Going to Brazil with Northern Ireland inspired Hughes’ retirement U-turn
Aaron Hughes desire to play in the 2014 World Cup was the biggest motivating factor in his decision to shelve his plans to retire from international football.
The former skipper — who has now handed over the armband to Steven Davis — hasn’t returned to playing for Northern Ireland simply to add more caps to his total.
With 80 appearances to his name after Wednesday night’s 3-0 defeat against Norway at Windsor Park in Michael O’Neill’s first game as manager, it’s playing in Brazil in two years time that is driving the Cookstown-man.
He didn’t need to come back, having served his country for 13 years there were no dissenting voices when Hughes decided to call time on his Northern Ireland career, but the fact that a gaping whole exists on his international CV and the opportunity to fill it saw him perform a U-turn that was welcomed by every fan.
And while some would happily give Hughes and easy ride, he’s not interested in playing without pressure.
“With being one of the senior lads there is a certain amount of responsibility on our shoulders to help the younger lads along and help them to and deal with situations in games,” said Hughes, who smiled as he added that his wife had ‘no choice’ in his decision to return to the international stage.
“There are times when we’re going to be under pressure and things might be a bit hectic and that’s when they’ll look to the likes of myself, David Healy, Jonny Evans and lads who have been around for a few years to calm things down and help out in that sense.
“But really I came back to qualify for a World Cup.
“Speaking to the manager with the ideas he had, the chances that he wanted to make and obviously knowing Billy McKinlay from Fulham I know the standards that he works to and the demands he makes, it was all pretty appealing.”
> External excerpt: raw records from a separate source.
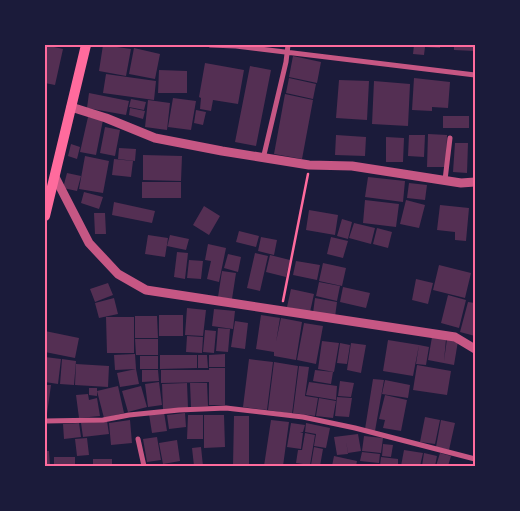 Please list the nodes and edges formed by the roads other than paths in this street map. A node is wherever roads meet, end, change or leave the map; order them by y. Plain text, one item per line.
1 (86, 45) edge
2 (210, 45) edge
3 (288, 45) edge
4 (287, 54) junction
5 (475, 75) edge
6 (71, 107) junction
7 (450, 138) dead end
8 (263, 159) junction
9 (55, 177) junction
10 (445, 180) junction
11 (475, 182) edge
12 (45, 216) edge
13 (475, 349) edge
14 (45, 421) edge
15 (138, 439) dead end
16 (475, 460) edge
17 (144, 466) edge

1 - 6 main road
2 - 4 street
3 - 4 street
4 - 5 street
4 - 8 street
6 - 8 street
6 - 9 main road
7 - 10 street
8 - 10 street
9 - 12 main road
9 - 13 street
10 - 11 street
14 - 16 street
15 - 17 street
Hughes has now won caps under five different Northern Ireland managers — Lawrie McMenemy, Sammy McIlroy, Lawrie Sanchez, Nigel Worthington and now O’Neill.
With Maik Taylor unlikely to play international football again now that he has reached the age of 40 and is no longer playing regularly at club level, 32-year-old Hughes was the oldest player in the starting line-up against the Norwegians — substitute Michael Duff, who replaced Hughes at half-time is 34 — and he is as excited as O’Neill and the fans to see players at the other end of their international careers blossoming, like Ryan McGivern and Shane Ferguson did on Wednesday night.
“There’s definitely a freshness about things under the new manager,” said Hughes.
“That happens every time a new manager comes in, be it with Northern Ireland or at club level, but even just in the way things are done in training.
“There are new faces, fresh faces with some young lads like Shane Ferguson coming in and doing well and others who have come back after being out for a while.”